Biographical Sketch of Anne (Anna) E. Heslet Jenks

Biographical Database of Militant Woman Suffragists, 1913-1920

Biography of Anne (Anna) E. Heslet Jenks, 1856-1946

By Karen M. Kedrowski, Director of the Carrie Chapman Catt Center for Women and Politics, Iowa State University, Ph.D.

Activist and Community Volunteer

Anne (Anna) E. Heslet was born in 1856 in Illinois. Her father was Samuel M. Heslet, who taught in public schools in Mendota, Clinton, and eventually Earlville. In the 1870s, the Clinton (IL) Public listed students' grades at regular intervals and records that Anna Heslet was a high school student there, consistently earning the highest marks and academic honors. After her marriage, Jenks would regularly travel to Earlville to visit her aging father.

In 1881, at age 24, Anne Heslet married John H. Jenks in Mendota, Illinois. The couple settled in western Iowa, making their home in Avoca, a farming community of about 1,500 inhabitants in Pottawattamie County. Their one child, a daughter Florence, was born in July 1894. John Jenks had a long career as president of the Avoca State Bank after serving short stints in the Iowa legislature and the Avoca School Board.

For her part, Anne Jenks (hereafter Jenks) became a civic leader and community activist. She was a public library booster, responsible for arranging the annual cleaning and floor refinishing; active in the local bridge club; sponsored the "Open Door Club," which held educational sessions on subjects such as "strong men of France;" organized local women to knit garments for US sailors during World War I; and was active in the Avoca Presbyterian Church.

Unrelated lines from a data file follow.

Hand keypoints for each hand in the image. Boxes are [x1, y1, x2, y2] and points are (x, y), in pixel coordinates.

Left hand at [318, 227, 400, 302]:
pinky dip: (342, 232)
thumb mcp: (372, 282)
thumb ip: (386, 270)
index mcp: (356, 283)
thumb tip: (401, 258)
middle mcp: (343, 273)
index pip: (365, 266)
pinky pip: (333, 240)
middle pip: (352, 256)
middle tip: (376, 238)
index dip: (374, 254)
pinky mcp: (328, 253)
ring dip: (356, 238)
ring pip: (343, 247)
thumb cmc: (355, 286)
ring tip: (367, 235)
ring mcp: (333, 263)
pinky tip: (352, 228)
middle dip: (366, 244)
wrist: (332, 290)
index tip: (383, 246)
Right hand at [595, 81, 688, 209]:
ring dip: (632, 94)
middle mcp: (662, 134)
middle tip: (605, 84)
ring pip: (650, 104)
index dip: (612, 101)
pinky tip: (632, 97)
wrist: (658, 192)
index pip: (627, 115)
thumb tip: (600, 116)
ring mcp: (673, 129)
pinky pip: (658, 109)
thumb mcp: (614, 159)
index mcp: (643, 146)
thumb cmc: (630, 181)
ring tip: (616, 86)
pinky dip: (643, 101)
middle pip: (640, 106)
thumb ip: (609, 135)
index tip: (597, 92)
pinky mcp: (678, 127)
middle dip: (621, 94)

In addition, Jenks was an active suffrage leader for at least a decade. She was a member of the Iowa Equal Suffrage League, the Iowa affiliate of the National American Woman Suffrage Association (NAWSA). She often hosted meetings of the Avoca chapter of the Iowa Equal Suffrage League in her home. At the same time, was the Iowa Congressional District Nine organizer for NAWSA's rival organization, the National Woman's Party from 1918 to 1920.

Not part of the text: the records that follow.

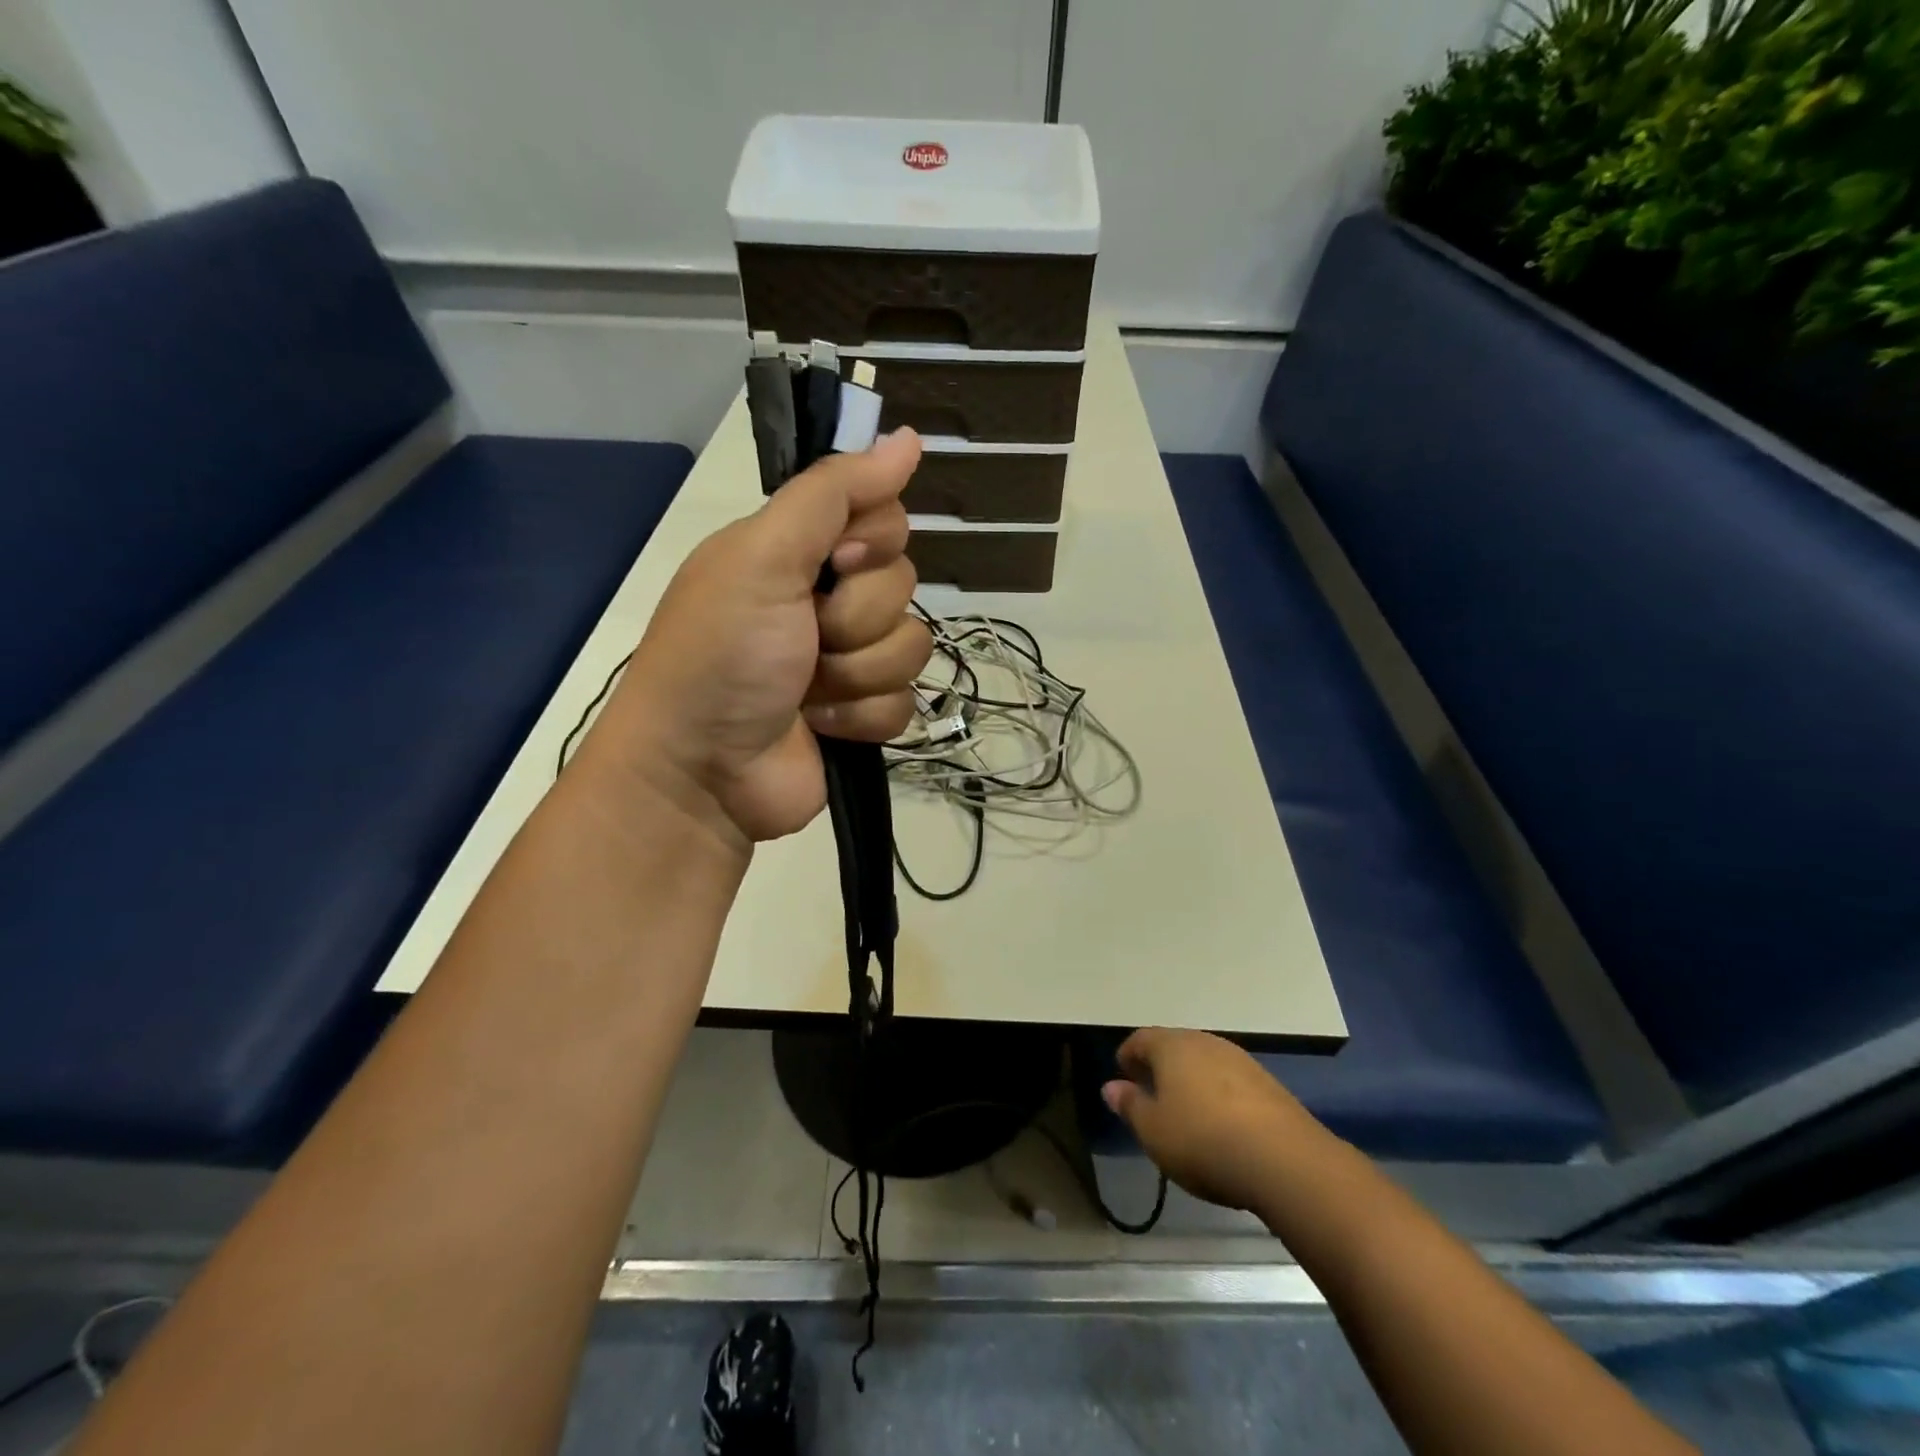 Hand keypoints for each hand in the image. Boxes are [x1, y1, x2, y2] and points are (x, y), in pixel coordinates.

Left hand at [590, 429, 931, 849]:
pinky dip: (861, 717)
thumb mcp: (763, 556)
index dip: (871, 542)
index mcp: (799, 551)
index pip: (883, 518)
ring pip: (910, 647)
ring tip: (807, 692)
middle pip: (903, 584)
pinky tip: (820, 726)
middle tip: (805, 639)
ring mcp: (847, 661)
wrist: (702, 771)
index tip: (834, 564)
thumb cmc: (722, 654)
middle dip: (856, 619)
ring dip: (856, 674)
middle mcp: (827, 599)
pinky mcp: (862, 714)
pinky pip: (904, 702)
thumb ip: (834, 493)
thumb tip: (908, 437)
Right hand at [1102, 1028, 1335, 1216]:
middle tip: (1151, 1095)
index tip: (1123, 1077)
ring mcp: (1240, 1060)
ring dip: (1191, 1080)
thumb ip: (1130, 1106)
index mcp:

The earliest record of Jenks' suffrage activism is 1912, when she is listed on the program for the Iowa Equal Suffrage League convention held in Des Moines. She is listed as giving a speech, "Sources of Power in Our Work." On Sunday, April 27, 1913, the Des Moines Register and Leader noted that Mrs. "Heslep Jenks"--a torturous misrepresentation of Jenks' name -- pledged $50 to support a mule team to drive across western Iowa to advertise for suffrage in rural hamlets along the route.

In 1914, Jenks wrote to the editor of the Omaha Daily Bee, weighing in on the case of Cynthia Buffum, who was sentenced to death by electric chair for poisoning her husband:

... There is, of course, no unanimity of opinion among the suffragists or antis as to the propriety of ever inflicting the death penalty. But, granted that the death penalty is proper, I would urge one single exception to this "legal" equality--that is that is that the death penalty never be inflicted on a woman. I would have the judge say in pronouncing sentence: "Madam, the jury have brought in a verdict of murder in the first degree. Owing to the fact that your sex at such fearful cost of suffering, and sometimes the cost of life, brings life into the world, the death penalty shall not be inflicted..."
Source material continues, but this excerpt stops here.